• Task requirements: Out of the records below, copy all lines in which the word "Hasslösagatan" occurs.
---*---
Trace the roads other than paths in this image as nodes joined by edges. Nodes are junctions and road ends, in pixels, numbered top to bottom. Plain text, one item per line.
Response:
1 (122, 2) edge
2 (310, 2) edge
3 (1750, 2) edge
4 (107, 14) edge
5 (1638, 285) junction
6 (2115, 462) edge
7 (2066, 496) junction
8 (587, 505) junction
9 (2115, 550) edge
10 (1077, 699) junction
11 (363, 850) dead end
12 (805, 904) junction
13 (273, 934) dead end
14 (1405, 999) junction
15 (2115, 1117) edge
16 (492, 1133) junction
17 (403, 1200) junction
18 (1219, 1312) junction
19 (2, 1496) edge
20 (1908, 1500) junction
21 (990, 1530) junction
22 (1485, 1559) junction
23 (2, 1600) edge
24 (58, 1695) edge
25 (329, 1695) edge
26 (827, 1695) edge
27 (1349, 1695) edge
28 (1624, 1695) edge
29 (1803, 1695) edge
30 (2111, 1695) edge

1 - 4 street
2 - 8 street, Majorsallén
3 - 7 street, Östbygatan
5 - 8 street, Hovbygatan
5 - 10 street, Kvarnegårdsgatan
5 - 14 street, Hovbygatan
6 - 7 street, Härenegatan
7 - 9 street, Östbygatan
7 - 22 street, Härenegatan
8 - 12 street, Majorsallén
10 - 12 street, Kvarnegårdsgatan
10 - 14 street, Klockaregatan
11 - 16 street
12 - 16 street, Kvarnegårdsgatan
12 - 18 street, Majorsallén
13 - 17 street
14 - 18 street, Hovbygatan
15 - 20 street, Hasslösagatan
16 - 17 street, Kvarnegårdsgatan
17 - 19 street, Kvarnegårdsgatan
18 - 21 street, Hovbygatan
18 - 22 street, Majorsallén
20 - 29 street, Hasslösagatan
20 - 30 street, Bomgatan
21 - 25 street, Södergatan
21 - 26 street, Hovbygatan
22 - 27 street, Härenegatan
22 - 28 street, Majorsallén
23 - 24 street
---*---
• Task solution:
15 - 20 street, Hasslösagatan
20 - 29 street, Hasslösagatan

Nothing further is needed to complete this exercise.